Tag Archives: Downloads

Time Remaining Calculations: Problem & Solution

Situation

A user initiates an action that will take some time to complete. This happens all the time, in all sorts of applications. The most common places you will find this are downloading and installing. Downloading is the easiest target for improvement so this is what I will focus on here.

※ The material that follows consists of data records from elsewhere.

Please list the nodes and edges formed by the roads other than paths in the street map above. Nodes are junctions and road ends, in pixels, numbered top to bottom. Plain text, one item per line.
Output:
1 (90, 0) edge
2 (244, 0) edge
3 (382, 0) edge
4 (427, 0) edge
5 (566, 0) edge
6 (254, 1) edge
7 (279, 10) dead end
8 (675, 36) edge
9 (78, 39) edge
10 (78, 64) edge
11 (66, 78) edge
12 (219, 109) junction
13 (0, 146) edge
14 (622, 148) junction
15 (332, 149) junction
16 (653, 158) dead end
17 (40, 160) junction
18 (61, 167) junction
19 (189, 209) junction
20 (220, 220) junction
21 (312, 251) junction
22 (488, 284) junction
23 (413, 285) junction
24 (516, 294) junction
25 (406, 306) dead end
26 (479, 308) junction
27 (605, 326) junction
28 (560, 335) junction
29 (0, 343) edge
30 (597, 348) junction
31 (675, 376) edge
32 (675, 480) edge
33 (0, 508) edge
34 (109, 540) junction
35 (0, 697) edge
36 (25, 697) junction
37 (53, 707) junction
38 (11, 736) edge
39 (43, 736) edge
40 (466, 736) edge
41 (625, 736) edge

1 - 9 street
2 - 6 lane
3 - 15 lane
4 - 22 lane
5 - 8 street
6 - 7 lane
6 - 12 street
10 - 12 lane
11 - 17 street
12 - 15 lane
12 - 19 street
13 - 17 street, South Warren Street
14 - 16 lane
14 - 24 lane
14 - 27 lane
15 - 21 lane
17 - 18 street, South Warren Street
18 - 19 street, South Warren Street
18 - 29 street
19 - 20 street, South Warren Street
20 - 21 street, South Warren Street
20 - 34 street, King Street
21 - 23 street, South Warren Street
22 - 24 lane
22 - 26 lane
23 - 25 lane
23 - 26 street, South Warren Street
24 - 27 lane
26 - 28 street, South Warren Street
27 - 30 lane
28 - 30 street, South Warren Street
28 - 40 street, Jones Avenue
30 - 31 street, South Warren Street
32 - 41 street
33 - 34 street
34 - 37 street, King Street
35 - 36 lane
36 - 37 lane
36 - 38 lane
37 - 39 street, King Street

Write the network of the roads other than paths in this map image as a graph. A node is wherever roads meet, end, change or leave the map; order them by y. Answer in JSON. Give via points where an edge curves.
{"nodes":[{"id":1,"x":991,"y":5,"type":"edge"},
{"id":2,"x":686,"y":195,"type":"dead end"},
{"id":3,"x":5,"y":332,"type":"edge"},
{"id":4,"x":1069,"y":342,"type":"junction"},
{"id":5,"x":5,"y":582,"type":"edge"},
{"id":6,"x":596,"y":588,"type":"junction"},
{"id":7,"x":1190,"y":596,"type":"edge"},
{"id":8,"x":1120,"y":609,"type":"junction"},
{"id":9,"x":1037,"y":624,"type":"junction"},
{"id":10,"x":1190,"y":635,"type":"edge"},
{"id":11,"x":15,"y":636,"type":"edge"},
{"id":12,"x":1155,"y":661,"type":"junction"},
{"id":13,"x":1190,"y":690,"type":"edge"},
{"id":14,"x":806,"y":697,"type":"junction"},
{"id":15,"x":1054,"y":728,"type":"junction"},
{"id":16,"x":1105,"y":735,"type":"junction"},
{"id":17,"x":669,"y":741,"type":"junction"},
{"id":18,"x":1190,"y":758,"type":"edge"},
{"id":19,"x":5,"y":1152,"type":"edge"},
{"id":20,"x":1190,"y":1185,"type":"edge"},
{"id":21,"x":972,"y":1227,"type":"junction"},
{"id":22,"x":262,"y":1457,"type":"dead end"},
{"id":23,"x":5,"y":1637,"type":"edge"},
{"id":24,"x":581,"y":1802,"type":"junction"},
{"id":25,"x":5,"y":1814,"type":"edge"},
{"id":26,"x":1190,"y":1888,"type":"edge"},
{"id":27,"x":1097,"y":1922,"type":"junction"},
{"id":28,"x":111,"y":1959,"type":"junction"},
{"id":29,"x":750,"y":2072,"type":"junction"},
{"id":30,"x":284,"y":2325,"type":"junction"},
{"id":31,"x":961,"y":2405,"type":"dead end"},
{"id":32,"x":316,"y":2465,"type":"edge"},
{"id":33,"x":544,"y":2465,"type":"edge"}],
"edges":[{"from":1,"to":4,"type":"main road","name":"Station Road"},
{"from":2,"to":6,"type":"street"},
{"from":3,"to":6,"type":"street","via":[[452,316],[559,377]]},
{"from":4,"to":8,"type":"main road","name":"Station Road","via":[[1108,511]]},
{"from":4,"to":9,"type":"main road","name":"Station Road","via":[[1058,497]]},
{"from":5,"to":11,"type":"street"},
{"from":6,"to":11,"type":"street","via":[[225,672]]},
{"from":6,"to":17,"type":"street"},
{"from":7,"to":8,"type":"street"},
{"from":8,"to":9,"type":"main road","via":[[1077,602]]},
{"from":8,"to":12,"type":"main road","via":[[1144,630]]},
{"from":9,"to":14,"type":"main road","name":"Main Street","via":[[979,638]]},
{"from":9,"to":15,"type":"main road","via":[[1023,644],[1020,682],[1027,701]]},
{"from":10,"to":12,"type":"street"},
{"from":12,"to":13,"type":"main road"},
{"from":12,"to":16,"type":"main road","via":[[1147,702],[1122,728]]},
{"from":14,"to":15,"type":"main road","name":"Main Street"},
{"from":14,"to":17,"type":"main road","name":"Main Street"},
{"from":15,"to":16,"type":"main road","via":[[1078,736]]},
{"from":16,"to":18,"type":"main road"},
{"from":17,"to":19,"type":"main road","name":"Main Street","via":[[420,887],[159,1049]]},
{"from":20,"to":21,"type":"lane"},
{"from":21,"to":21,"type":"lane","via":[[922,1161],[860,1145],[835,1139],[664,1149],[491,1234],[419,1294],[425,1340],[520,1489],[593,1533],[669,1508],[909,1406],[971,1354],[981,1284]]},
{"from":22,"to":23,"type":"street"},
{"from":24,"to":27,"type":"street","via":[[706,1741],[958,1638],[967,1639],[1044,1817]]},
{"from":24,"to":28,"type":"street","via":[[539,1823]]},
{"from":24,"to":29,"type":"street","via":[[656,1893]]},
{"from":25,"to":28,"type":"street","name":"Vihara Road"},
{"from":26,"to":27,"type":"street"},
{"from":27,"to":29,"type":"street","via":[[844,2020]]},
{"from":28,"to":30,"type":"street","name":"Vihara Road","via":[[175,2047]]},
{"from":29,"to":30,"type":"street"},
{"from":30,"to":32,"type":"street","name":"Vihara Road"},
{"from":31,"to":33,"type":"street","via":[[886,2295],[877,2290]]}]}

The system wants to report to the user how long they will have to wait before the task is complete. This is usually presented with a progress indicator, a speed report and some form of time remaining.

Problem


If you’ve seen progress indicators like this before, you’ve no doubt suffered watching the time remaining report shift from 10 minutes to 1 hour, back to 10 minutes, up to 2 hours in what looks like an endless loop of uncertainty.

What the System Knows

  1. The total amount of data to be processed
  2. The current processing speed
  3. The total remaining amount of data to be processed
  4. The total time spent processing so far

The problem is that programmers tend to only pay attention to the first 3 pieces of information available. The fourth is outright ignored, which is sad because it allows us to write much, much better progress indicators.

Solution

What we tend to show is Time Remaining = Data Remaining / Data Speed
Example: 200MB / (1.2MB/s) results in 166.67 seconds remaining (or 2.8 minutes).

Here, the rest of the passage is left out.